AI Security ยท Operations

AI in security: what actually changes

AI does change some things in security, but not in the magical way people keep implying. The fundamentals are still motivation, resources, layered controls, and whether the humans involved know what they are doing.

Nothing fundamental has changed

The basic logic of security is still the same. If someone wants in badly enough, has the resources, and has a real reason to keep going, they will keep going until they get access or get what they want. That was true before AI and it is true now.

Most people and most companies are not under constant pressure from a nation-state team with unlimited patience. A lot of security is still more basic than people like to admit. Are you a worthwhile target. Are you easy compared with the next option. Do you have something worth stealing. Is the attacker motivated enough to keep spending time on you.

That is why small companies and ordinary people are often effectively low hanging fruit or not worth the effort at all. The technology changes, but the economics of attention and motivation still matter.

What AI does change

What AI changes is that it gives people something that looks a lot like an on-demand engineering team for parts of security work. On the defensive side, that can look like a much stronger testing and validation layer. On the offensive side, it can look like an automated red team.

That is useful because a lot of traditional security tooling is basically pattern matching. It sees something that looks similar to an old issue and shouts. Teams then get drowned in noise and eventually stop trusting the output.

A better system can test in a way that is closer to how a real user or a real attacker would behave. It can say this is actually exploitable, or no, this looked suspicious but in practice it goes nowhere. That reduction in noise is real value.

The bit people keep skipping: cost

Every polished demo sounds impressive. We pointed the model at the problem and it found these deep issues. Fine. But the obvious question is what it cost to do that.

If you are a large vendor, you can throw a serious amount of compute and engineering time at a target and call the result a breakthrough. Most normal companies are not going to do that. That does not make the result fake, but it does change what it means in practice.

There is a big difference between proving a capability exists and showing that it is a sensible day-to-day operating model for ordinary teams. A lot of the current discussion quietly blurs those two things together.

Security is still much bigger than code

Another thing these discussions keep flattening is security itself. They make it sound like if you scan the code hard enough, you solve the problem. That is not how the real world works.

Security is infrastructure, access control, endpoint controls, logging, monitoring, change management, recovery, response, vendors, and people. Code matters, obviously, but code is only one layer.

You can have AI review every line of your codebase and still get breached because somebody plugs a random USB stick into a company machine, or gives away access through social engineering, or because your operational controls are weak. Humans are still a massive part of the problem, and that has not magically gone away because the models got better.
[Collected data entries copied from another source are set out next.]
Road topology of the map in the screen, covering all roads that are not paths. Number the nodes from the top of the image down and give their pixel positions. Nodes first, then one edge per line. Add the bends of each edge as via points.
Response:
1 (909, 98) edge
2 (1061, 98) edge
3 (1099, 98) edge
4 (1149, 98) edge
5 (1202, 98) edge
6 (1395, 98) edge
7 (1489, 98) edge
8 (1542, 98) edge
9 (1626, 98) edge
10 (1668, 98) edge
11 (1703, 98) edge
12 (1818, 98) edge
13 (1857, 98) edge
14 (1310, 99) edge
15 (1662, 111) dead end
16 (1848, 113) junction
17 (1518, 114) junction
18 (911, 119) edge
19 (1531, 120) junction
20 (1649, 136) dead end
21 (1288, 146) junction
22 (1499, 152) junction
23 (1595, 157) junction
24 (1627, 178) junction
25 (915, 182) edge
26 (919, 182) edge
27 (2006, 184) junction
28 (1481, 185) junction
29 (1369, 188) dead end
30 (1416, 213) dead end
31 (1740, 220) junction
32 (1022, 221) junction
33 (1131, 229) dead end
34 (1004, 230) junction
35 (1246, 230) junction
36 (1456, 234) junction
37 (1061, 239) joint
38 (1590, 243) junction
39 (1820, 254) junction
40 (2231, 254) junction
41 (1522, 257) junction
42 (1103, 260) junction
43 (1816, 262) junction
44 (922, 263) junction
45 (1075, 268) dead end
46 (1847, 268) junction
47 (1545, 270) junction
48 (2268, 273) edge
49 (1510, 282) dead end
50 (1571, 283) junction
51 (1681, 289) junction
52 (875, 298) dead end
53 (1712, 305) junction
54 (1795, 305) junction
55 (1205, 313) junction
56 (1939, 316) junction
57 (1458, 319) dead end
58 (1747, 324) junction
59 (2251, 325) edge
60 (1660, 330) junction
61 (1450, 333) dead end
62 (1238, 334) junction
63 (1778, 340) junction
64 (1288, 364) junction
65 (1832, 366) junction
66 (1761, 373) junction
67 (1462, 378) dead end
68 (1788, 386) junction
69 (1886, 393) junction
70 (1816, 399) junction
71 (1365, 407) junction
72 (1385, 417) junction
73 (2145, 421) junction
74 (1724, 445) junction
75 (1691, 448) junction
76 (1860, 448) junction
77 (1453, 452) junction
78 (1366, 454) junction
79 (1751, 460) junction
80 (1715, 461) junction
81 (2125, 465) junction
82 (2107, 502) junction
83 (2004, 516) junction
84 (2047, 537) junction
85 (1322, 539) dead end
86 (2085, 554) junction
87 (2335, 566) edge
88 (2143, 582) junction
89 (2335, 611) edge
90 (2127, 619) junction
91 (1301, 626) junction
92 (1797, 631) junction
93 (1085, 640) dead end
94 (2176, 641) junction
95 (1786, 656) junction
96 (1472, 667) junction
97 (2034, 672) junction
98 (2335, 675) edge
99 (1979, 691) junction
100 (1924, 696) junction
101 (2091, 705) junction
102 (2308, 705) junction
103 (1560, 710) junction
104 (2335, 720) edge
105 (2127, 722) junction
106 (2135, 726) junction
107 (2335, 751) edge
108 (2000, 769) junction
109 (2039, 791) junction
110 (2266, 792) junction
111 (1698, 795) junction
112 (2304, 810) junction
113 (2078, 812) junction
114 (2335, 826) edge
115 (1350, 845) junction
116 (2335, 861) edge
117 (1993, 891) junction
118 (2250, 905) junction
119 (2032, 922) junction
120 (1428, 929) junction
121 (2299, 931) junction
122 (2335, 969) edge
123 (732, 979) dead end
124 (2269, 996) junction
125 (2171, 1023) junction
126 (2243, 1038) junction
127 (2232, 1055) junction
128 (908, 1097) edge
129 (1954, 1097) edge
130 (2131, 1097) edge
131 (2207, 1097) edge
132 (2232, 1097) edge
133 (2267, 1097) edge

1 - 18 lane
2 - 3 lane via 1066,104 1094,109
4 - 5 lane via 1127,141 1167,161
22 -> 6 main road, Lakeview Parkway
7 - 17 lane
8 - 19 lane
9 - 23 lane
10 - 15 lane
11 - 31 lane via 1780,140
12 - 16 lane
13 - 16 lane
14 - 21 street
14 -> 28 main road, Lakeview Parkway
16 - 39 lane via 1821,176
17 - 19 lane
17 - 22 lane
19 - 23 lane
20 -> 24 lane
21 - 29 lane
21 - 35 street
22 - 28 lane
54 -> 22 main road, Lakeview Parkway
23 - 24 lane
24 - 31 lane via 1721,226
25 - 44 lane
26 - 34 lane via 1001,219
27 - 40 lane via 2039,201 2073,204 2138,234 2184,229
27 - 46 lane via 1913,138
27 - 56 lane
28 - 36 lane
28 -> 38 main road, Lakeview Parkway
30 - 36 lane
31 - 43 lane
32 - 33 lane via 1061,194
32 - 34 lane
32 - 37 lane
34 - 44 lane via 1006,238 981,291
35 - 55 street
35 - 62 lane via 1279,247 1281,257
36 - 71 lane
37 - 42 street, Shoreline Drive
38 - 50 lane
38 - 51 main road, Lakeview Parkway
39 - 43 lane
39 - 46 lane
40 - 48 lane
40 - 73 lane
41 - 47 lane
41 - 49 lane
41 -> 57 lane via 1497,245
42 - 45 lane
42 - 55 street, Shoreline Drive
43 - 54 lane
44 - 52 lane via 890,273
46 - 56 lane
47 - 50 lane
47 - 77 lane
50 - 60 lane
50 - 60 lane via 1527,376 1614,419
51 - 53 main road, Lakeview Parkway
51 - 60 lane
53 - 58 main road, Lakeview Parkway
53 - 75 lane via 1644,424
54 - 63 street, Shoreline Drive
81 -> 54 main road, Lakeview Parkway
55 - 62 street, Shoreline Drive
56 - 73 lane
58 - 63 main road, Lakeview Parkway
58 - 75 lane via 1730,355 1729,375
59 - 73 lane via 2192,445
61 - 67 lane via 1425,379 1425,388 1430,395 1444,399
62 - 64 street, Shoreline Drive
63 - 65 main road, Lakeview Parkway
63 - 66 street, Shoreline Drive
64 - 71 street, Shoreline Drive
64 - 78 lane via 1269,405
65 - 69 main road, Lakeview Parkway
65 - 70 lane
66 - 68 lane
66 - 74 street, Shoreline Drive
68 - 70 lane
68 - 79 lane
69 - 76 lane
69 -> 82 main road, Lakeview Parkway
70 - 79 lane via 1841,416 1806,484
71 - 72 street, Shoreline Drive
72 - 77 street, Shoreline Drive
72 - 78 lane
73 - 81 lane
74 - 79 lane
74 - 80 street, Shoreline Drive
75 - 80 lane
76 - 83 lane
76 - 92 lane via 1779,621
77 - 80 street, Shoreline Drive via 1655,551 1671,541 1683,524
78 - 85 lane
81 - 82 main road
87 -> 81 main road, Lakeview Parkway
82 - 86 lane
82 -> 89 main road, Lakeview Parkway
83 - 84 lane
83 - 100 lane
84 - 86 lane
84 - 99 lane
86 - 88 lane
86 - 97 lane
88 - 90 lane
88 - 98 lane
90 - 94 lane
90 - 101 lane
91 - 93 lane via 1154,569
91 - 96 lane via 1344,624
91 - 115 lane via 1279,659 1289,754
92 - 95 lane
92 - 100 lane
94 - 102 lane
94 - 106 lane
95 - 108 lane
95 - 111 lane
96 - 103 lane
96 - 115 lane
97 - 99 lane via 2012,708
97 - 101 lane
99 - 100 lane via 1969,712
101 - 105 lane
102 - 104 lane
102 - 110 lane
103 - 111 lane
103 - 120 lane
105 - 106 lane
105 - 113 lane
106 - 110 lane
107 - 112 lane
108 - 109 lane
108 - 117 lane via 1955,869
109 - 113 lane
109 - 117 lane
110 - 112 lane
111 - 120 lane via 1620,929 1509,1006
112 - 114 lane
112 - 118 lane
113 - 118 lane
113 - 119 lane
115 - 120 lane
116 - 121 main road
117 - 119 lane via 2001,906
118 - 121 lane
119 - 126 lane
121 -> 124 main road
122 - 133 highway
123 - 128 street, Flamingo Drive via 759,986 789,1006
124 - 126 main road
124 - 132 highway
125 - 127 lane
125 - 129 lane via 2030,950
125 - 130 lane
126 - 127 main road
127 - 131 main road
The bigger problem is misplaced trust

The risk is not that the tools exist. The risk is that companies start treating them like a transfer of responsibility.

They are not that.

This is the same misunderstanding people have had for years with cloud platforms. Shared responsibility did not disappear because AWS gave you a better dashboard. If you rent infrastructure from somebody else and then run your systems badly on top of it, that is still your problem.

Same here. If you use an AI tool to scan your code, test your systems, or tell you what looks dangerous, you still own the outcome. If it misses something, or your team implements the fix badly, or the tool has no context and breaks something else, the vendor is not going to absorb that risk for you. You still carry it.

Where I think AI fits well

Used properly, AI is a force multiplier for teams that already know what they are doing. It can help them test more, explore more, validate more, and reduce the amount of noise they have to sort through. It can make some forms of internal red-team style work far more available than they were before.

Used badly, it becomes an excuse to remove experienced people, skip proper review, and pretend the tool now owns the difficult bit. That is where the problems start.

My actual view on it

AI does matter in security. I do not think it is fake or overblown in the sense that it does nothing. It clearly makes some things faster and changes what both defenders and attackers can attempt.

What I do think is overblown is the idea that it changes the fundamentals. It does not. The fundamentals are still motivated attackers, layered controls, operational discipline, social engineering, and whether the team actually understands the system it is responsible for.

So yes, use the tools. Use them to reduce noise. Use them to strengthen real teams. Use them to test more aggressively.

Just do not pretend the old problems have disappeared, because they have not.